When these East Texas seed pods opened, the seeds clung tightly to the margins of the pods. It looked as if the pods had parted to display the seed, but not to let them go. I took home some branches with open seed pods showing their red beans, because my wife was experimenting with dried-flower arranging in those days. She used them in some arrangements, and the seed pods with their beans intact lasted for years. I don’t know if the red beans ever did fall off.

The next spring, I saw that the leaves of this “red-bean” plant were composed of three leaflets that sort of reminded me of certain beans, but I was surprised by how the flowers looked. This low shrub sent up long bloom spikes with pretty clusters of red tubular-shaped flowers. Finally I could identify this plant in a book as coralbean.

I thought coralbean might look good in our yard; so I tried transplanting it from the woods (yes, I was being NICE! 45 years before there was such a thing). I’m happy to say it did very well as a landscape plant and began to spread a little. Later I gave a piece of this coralbean to a friend in Austin, where it bloomed happily, even though it was in clayey calcareous soil entirely different from its sandy acid-soil origins. Probably coralbean is so resilient under different temperature, moister and soil conditions because it has a huge tuber-like root that undoubtedly sustains this plant through droughts and cold spells.

In recent years, I’ve seen the huge clumps of coralbean more than six feet tall that are common along the coast near Rockport as well as another species of coralbean that grows into a low tree 10-20 feet high in the limestone mountains of northeastern Mexico. Most of the Texas native coralbeans I’ve noticed in Hill Country gardens get no taller than three or four feet and die back completely in the winter. However, some bushes growing in protected places in the Boerne area have gotten many feet wide and eight feet tall.

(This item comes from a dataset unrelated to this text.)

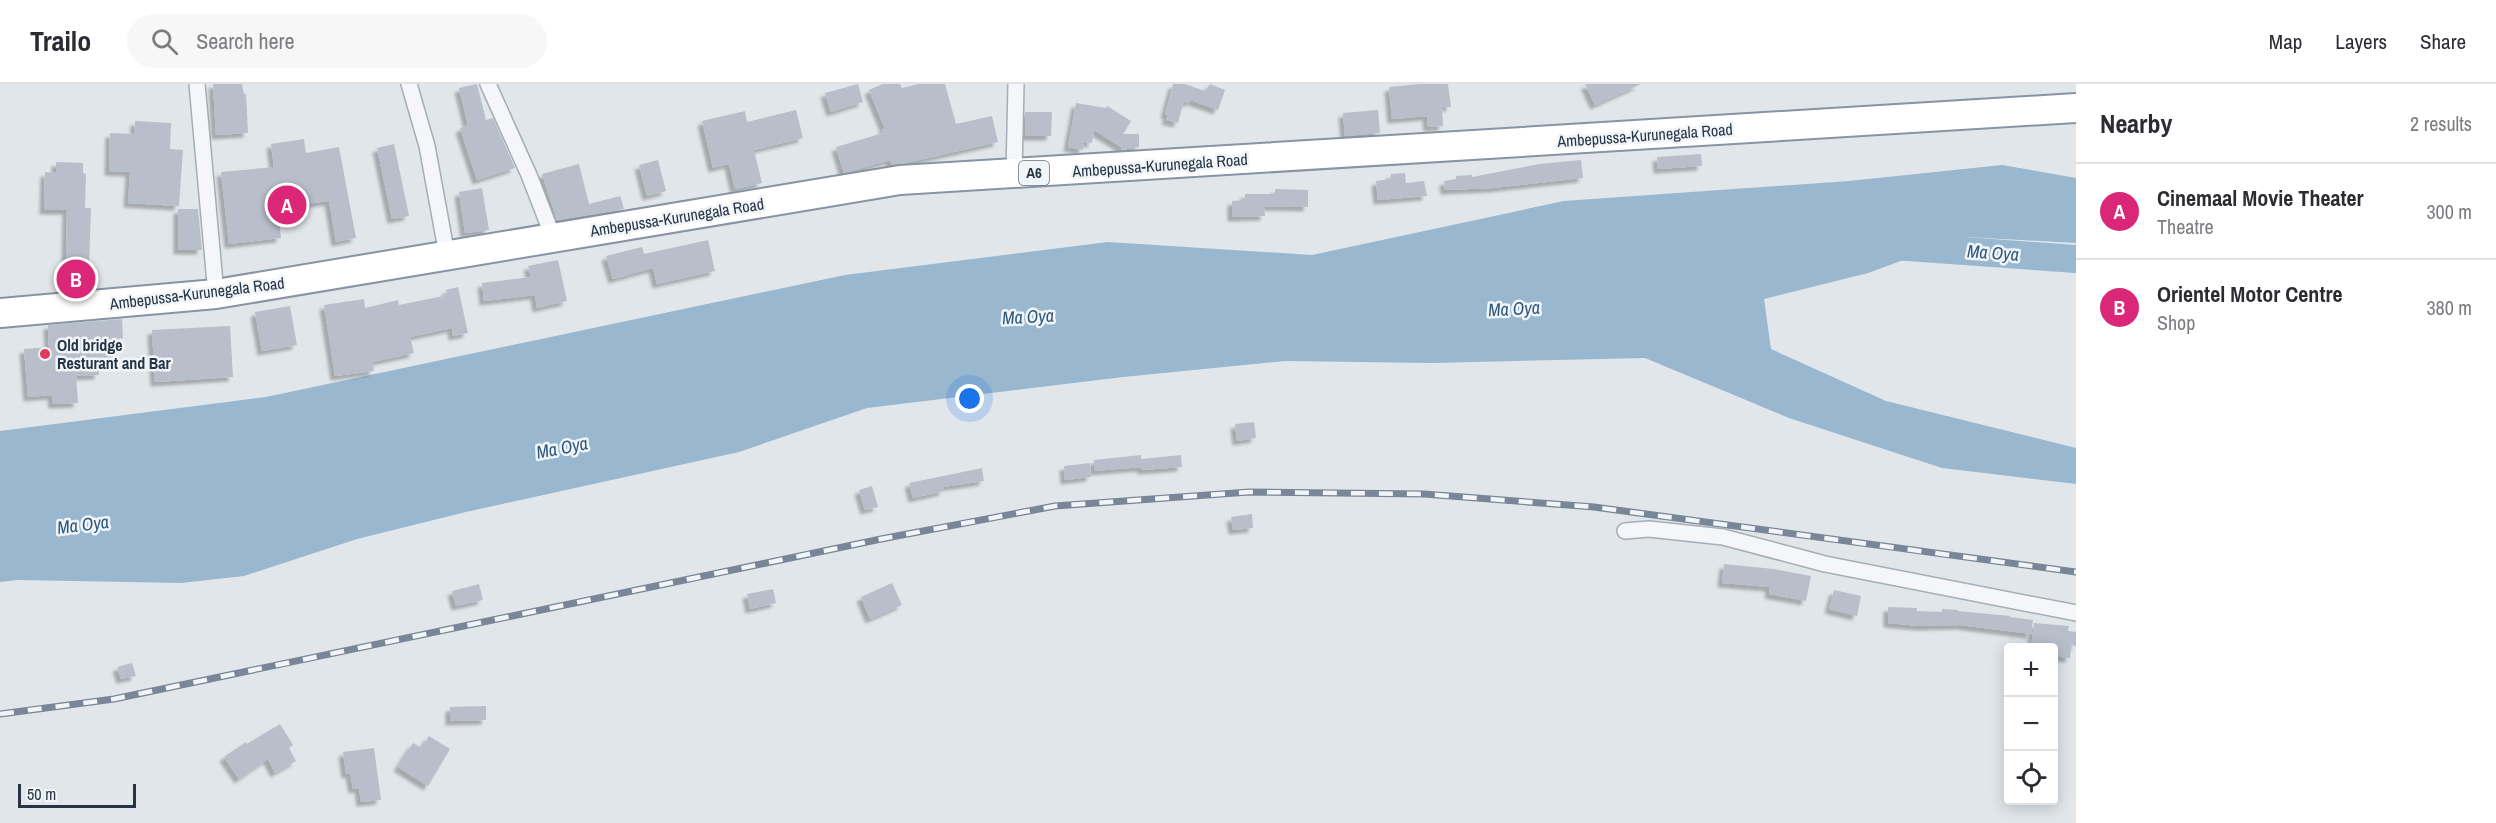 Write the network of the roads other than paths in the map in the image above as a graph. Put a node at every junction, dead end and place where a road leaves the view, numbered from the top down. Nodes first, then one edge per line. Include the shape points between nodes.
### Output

Local nurseries commonly have coralbean in stock this time of year. The Boerne Chapter of the Native Plant Society of Texas provides free planting and care instructions for coralbean at nurseries participating in Operation NICE! (Barkley’s Nursery Center, Hill Country African Violets and Nursery, and Maldonado Landscape and Nursery).

WHAT’S BLOOMING IN THE BACK YARD NOW?

Red-pink: coralbean, cone-flower, standing cypress, Indian blanket, red yucca, skullcap, cedar sage, Salvia greggii, Salvia darcyi, evening primrose, Indian pink (East Texas).

Orange: lantana, Indian blanket, Mexican hat, pincushion daisy.

Yellow: golden-ball lead tree, bush sunflower, huisache daisy, cowpen daisy, two-leaf senna, coreopsis, prickly pear, zexmenia, slender-stem bitterweed, Engelmann daisy, green-eyes, smoketree, parralena

Purple: prairie brazoria, Mexican oregano, prairie verbena, winecup, horsemint, cholla, desert willow.

Blue: mealy sage, Lindheimer morning glory, pickerelweed, Engelmann salvia, prairie larkspur, indigo spires.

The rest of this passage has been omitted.